# Task statement:
Match the word "main". Return each line of the data below where it appears.

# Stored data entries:
——
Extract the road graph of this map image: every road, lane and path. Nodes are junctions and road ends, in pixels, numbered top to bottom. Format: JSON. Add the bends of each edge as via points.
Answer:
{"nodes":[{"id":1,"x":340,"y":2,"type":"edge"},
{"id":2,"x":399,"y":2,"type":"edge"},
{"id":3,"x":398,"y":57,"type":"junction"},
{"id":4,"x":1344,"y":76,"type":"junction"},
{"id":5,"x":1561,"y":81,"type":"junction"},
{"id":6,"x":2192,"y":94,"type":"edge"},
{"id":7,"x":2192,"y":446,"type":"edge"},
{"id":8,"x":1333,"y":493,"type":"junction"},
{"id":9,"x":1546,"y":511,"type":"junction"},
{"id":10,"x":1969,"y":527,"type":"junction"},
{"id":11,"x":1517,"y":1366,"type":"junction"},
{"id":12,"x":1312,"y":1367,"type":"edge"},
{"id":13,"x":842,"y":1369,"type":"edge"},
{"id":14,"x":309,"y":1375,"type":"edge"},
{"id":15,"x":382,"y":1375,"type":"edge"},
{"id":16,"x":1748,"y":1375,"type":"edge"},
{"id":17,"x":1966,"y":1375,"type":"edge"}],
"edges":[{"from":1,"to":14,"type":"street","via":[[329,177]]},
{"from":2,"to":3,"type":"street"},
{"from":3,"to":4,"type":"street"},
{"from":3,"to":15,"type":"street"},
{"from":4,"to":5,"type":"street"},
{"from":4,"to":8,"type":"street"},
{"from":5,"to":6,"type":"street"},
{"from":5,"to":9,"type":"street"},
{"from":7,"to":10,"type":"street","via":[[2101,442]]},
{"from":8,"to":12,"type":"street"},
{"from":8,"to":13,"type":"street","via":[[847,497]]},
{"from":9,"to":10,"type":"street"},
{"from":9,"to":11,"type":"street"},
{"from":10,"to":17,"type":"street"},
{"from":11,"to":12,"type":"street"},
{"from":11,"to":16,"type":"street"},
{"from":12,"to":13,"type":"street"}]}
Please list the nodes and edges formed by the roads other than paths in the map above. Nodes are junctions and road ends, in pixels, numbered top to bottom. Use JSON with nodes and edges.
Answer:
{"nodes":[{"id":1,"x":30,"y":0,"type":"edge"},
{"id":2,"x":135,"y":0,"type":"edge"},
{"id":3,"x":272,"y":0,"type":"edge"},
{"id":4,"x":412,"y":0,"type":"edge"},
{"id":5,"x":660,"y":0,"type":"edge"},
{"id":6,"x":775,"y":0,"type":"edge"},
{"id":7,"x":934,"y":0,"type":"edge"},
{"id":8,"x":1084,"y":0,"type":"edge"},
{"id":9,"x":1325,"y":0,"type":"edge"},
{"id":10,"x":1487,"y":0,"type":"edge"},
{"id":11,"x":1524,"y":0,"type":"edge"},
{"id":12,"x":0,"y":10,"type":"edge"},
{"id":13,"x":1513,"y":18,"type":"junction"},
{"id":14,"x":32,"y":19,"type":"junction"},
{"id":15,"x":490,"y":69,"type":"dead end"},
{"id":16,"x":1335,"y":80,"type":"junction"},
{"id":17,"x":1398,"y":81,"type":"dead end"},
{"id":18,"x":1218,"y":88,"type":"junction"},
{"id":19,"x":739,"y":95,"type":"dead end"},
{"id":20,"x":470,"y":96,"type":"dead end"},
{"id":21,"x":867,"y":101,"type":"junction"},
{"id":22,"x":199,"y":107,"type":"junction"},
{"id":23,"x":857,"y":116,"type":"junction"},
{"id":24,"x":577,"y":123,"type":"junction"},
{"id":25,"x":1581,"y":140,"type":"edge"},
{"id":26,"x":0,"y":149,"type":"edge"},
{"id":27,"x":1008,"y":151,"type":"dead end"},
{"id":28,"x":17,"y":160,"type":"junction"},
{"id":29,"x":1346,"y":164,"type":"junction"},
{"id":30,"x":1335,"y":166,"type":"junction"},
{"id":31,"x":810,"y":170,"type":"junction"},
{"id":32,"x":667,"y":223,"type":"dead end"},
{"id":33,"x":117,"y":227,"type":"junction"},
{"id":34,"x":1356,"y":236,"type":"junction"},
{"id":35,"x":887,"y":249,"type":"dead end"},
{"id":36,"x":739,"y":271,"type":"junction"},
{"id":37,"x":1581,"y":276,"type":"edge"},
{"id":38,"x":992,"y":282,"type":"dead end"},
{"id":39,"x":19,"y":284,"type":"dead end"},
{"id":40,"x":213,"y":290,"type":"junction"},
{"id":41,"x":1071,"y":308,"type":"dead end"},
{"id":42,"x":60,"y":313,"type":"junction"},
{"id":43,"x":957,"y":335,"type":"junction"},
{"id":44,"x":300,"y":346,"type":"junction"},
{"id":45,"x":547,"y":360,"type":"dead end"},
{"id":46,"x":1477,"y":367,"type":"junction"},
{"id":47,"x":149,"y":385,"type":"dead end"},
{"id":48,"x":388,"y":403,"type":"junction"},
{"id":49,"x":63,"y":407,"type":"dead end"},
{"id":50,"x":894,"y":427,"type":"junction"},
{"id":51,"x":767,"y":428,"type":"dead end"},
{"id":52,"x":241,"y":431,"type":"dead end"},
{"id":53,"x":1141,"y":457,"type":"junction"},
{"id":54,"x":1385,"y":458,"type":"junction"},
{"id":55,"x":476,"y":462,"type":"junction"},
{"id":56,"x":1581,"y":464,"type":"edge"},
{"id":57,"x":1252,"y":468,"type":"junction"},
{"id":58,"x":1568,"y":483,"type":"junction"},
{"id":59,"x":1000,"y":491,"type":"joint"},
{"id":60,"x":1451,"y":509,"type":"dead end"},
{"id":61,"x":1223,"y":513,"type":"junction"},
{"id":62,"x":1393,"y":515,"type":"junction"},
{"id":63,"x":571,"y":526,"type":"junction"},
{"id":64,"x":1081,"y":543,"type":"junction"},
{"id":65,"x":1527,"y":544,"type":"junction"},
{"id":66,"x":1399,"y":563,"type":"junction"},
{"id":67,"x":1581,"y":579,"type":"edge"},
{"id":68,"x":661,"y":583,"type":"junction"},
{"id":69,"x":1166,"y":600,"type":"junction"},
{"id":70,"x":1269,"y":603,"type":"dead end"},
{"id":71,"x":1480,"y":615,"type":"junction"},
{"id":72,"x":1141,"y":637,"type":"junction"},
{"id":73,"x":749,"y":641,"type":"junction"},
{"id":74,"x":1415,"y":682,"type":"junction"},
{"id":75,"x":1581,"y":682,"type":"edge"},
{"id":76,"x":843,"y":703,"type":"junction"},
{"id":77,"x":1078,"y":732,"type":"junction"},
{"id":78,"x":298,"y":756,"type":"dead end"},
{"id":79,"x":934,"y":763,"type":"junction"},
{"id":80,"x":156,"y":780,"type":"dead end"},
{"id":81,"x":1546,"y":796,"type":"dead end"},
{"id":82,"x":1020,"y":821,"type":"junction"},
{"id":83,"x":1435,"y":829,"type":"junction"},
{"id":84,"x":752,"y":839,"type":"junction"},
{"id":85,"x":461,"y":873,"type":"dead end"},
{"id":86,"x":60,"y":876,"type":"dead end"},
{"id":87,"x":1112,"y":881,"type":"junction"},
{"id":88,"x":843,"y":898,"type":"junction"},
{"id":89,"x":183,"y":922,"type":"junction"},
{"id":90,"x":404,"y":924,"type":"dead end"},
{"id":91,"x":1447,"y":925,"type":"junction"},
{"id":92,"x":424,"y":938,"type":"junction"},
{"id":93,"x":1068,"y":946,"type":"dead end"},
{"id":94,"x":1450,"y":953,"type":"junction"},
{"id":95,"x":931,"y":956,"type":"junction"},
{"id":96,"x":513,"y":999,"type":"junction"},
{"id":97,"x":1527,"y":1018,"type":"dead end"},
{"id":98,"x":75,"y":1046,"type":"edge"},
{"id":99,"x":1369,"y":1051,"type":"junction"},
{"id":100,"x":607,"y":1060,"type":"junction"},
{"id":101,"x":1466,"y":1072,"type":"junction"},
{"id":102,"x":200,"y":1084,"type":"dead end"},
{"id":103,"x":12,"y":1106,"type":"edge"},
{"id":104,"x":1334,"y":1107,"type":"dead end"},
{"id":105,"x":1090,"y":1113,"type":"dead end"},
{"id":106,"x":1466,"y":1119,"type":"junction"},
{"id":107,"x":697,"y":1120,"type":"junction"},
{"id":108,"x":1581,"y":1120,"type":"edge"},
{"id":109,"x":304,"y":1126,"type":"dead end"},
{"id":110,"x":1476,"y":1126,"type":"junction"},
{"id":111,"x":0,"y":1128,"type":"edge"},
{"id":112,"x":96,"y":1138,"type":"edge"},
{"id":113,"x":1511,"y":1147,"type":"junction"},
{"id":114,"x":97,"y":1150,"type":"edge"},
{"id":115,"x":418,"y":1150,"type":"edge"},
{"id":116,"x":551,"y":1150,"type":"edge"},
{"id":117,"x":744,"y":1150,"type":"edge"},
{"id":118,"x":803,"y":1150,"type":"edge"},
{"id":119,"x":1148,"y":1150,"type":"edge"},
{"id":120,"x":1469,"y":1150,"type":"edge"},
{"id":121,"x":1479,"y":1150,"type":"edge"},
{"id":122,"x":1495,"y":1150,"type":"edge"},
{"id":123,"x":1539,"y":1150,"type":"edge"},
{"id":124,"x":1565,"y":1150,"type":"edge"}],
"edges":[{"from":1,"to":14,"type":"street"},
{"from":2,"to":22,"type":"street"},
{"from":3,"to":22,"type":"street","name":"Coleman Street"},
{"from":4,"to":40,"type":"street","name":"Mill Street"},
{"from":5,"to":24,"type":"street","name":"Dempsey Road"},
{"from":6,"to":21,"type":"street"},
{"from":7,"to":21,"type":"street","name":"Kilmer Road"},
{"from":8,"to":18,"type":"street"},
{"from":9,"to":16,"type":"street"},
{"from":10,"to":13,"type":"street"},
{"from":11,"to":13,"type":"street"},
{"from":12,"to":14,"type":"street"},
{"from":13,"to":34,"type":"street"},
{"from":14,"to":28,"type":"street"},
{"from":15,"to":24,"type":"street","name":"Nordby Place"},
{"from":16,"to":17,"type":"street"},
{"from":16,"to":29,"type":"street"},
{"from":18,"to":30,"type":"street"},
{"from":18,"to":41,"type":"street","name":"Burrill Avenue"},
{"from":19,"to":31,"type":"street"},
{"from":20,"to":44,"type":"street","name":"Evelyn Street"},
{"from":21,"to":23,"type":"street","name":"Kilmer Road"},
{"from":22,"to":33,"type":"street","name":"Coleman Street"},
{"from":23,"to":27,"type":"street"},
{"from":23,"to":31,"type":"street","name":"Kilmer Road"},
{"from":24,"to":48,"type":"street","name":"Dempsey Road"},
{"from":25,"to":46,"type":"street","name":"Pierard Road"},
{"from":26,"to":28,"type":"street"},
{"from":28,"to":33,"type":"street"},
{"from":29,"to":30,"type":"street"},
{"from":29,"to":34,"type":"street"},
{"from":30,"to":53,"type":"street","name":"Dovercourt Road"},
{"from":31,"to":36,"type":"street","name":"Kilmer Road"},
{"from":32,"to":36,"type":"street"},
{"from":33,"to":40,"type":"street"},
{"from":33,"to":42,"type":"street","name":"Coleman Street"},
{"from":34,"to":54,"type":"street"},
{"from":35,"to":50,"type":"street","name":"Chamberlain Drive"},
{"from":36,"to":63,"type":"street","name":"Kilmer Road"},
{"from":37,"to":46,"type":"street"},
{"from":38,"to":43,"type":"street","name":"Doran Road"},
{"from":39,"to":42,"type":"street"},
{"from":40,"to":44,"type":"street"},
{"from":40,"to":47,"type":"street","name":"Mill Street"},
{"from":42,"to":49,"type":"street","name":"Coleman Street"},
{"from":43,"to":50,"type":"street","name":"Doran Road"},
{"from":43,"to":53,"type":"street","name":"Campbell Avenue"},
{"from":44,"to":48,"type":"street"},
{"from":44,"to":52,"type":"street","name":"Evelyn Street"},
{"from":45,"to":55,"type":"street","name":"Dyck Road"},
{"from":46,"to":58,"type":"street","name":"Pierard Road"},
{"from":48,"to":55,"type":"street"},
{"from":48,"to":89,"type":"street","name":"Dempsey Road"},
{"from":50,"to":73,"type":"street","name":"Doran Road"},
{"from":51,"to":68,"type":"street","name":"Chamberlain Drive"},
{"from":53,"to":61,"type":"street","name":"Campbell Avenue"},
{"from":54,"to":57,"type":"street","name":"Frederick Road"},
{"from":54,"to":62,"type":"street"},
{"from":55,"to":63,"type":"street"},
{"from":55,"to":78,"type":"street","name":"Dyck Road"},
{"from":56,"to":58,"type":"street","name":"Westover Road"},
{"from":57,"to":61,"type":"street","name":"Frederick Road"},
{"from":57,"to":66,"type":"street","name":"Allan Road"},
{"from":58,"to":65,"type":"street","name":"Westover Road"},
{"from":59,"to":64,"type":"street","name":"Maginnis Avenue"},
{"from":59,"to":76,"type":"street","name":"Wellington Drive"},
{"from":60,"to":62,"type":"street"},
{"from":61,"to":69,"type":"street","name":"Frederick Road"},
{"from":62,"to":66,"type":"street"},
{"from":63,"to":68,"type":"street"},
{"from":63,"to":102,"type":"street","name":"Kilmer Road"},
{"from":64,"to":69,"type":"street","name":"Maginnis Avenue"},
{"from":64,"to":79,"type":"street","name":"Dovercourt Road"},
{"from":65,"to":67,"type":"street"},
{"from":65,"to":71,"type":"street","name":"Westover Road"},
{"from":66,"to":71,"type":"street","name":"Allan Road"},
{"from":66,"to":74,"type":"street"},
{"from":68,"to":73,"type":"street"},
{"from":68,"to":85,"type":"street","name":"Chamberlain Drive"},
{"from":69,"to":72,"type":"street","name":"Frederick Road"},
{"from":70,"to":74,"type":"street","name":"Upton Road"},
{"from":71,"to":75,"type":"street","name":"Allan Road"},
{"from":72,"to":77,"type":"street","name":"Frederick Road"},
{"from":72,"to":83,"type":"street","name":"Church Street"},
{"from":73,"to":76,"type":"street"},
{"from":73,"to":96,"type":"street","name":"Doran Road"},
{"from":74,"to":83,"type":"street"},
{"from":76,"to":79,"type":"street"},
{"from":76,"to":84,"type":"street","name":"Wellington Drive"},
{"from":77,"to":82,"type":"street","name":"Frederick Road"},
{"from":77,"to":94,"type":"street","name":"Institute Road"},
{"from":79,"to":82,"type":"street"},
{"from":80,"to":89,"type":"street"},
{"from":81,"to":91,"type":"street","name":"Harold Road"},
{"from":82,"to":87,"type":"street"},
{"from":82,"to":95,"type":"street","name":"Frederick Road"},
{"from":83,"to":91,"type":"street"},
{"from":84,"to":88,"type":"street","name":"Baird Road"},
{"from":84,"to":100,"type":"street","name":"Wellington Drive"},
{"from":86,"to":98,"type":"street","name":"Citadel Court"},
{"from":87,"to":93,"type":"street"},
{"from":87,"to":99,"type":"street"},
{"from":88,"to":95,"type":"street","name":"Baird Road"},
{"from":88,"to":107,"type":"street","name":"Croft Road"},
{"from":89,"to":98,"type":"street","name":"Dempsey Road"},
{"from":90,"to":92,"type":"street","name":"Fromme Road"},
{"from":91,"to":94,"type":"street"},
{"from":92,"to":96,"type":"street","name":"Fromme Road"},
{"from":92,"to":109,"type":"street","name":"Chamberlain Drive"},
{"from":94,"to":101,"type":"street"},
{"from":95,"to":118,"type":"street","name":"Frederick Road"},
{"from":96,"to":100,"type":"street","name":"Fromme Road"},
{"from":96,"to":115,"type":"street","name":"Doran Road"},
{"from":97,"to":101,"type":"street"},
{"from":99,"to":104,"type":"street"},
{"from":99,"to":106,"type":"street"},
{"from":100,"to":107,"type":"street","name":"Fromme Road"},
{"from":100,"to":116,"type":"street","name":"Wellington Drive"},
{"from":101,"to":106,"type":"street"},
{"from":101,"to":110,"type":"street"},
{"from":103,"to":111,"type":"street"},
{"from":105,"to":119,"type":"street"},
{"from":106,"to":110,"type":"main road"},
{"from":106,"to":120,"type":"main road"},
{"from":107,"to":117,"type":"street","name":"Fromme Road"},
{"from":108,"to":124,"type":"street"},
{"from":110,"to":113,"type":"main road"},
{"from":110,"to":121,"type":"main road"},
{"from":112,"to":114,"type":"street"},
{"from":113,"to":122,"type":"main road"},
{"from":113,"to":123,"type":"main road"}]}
——
# Answer to this problem:
{"from":106,"to":110,"type":"main road"},
{"from":106,"to":120,"type":"main road"},
{"from":110,"to":113,"type":"main road"},
{"from":110,"to":121,"type":"main road"},
{"from":113,"to":122,"type":"main road"},
{"from":113,"to":123,"type":"main road"}]}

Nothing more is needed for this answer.